この計算での留意事項は、有価証券の中身は貸借対照表・流動資産の有価証券と貸借対照表・固定資産の投資有価証券の合算額であることです。
さらにもう一つの留意事項は、貸借対照表・有価証券も投資有価証券も共にキャッシュの増減を伴わない時価評価額表示なので、これを修正するために当期・貸借対照表・その他有価証券・時価評価益増加額を計算する必要があることです。

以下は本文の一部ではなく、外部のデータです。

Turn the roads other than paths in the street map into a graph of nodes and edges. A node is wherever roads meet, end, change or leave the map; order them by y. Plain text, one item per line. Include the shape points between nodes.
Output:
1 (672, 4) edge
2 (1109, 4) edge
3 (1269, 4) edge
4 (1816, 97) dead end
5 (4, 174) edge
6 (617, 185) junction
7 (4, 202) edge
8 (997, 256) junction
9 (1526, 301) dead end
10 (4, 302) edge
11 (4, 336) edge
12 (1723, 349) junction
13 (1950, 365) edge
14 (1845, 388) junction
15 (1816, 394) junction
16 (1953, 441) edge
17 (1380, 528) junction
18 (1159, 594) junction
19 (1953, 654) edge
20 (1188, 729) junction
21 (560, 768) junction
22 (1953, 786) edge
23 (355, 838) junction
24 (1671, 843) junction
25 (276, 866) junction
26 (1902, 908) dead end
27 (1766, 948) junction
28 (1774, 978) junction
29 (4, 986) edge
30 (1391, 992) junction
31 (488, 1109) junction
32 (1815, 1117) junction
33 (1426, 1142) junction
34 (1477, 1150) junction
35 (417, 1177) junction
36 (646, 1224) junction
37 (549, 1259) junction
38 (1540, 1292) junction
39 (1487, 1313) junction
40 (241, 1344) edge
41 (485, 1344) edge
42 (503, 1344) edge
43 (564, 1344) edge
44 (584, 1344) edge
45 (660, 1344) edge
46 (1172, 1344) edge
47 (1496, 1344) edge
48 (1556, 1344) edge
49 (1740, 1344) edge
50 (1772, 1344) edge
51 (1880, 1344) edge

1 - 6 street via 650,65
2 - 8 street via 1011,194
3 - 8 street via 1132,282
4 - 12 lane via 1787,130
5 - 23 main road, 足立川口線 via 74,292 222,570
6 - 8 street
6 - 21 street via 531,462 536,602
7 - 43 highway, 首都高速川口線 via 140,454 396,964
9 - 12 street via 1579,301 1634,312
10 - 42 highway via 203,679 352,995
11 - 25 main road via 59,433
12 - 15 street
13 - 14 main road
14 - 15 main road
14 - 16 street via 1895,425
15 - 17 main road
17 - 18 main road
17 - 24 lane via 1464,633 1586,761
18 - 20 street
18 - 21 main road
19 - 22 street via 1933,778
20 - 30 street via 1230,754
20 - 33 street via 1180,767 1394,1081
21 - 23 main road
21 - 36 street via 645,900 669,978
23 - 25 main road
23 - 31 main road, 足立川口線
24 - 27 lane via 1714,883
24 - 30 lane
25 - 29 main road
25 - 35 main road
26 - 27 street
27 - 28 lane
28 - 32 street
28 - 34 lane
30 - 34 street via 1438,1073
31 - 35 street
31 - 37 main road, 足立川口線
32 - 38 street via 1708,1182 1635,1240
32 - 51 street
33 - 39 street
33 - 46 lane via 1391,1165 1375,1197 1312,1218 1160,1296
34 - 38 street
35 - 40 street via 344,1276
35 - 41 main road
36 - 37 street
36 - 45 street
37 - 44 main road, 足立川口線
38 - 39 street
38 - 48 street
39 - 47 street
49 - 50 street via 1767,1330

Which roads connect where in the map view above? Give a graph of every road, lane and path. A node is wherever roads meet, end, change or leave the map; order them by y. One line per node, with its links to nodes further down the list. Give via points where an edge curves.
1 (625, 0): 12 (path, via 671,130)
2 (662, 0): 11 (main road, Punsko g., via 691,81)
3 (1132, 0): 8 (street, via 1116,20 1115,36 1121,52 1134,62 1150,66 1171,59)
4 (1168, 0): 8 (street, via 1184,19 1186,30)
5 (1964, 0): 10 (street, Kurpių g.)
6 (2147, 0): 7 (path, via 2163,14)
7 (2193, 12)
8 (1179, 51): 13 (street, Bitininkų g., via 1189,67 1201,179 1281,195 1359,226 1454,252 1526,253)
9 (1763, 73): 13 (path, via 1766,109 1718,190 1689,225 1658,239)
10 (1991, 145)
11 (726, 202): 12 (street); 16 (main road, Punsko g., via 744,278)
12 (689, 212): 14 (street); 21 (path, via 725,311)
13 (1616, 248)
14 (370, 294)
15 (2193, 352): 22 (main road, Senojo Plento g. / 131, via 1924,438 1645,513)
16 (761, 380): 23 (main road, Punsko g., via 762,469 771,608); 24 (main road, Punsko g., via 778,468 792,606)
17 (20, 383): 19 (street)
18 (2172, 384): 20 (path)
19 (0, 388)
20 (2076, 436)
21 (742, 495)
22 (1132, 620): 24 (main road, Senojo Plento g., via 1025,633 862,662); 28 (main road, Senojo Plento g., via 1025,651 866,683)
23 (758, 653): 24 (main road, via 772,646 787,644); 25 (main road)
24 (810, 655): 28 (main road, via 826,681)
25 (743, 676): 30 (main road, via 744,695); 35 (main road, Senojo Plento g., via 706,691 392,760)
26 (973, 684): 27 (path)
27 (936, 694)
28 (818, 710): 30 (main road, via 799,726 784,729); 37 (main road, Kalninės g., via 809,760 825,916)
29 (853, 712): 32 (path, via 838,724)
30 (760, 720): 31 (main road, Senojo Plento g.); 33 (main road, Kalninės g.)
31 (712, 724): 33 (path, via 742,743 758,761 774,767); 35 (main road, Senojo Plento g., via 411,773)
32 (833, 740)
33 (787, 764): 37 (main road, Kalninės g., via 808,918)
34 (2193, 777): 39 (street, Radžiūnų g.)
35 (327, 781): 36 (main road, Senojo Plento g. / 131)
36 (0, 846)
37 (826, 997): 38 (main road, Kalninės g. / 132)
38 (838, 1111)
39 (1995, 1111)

計算は、当期・貸借対照表・その他有価証券評価差額金増加額に貸借対照表・付属明細・その他有価証券評価差額金繰延税金負債増加額を加算して算出します。
次は「貸付金」の増加額算出です。
当期・貸借対照表・長短貸付金増加額+当期・貸借対照表・貸倒引当金(固定)増加額+当期・損益計算書・特別損失・貸倒引当金繰入+当期・損益計算書・特別損失・貸倒損失-当期・損益計算書・特別利益・貸倒引当金戻入益
で計算します。
次は「関連会社投資」の増加額算出です。
当期・貸借対照表・関連会社株式・出資金等増加額+当期・損益計算書・特別損失・関連会社株式関連損-当期・損益計算書・特別利益・関連会社株式関連益
で計算します。
最後に「その他投資」の増加額算出です。
当期・貸借対照表・無形固定資産合計増加額+貸借対照表・付属明細・無形固定資産償却実施額+当期・貸借対照表・長期前払費用増加額+当期・貸借対照表・その他の資産増加額-当期・貸借対照表・長期未払金増加額+当期・貸借対照表・未収入金増加額-当期・貸借対照表・未払金増加額
で計算します。
この計算での留意事項は、流動資産である未収入金、流動負債である未払金が含まれていることです。
これは、未収入金の中身が固定資産や有価証券の譲渡など、営業活動以外の取引による未回収の金額を計上するための勘定科目であること、未払金もその中身が固定資産や有価証券などの購入代金の未払分が含まれる勘定科目なので、「その他投資」の計算式に含めていることです。
以上で「⑥投融資によるキャッシュアウト・イン」の算出式の説明を終わります。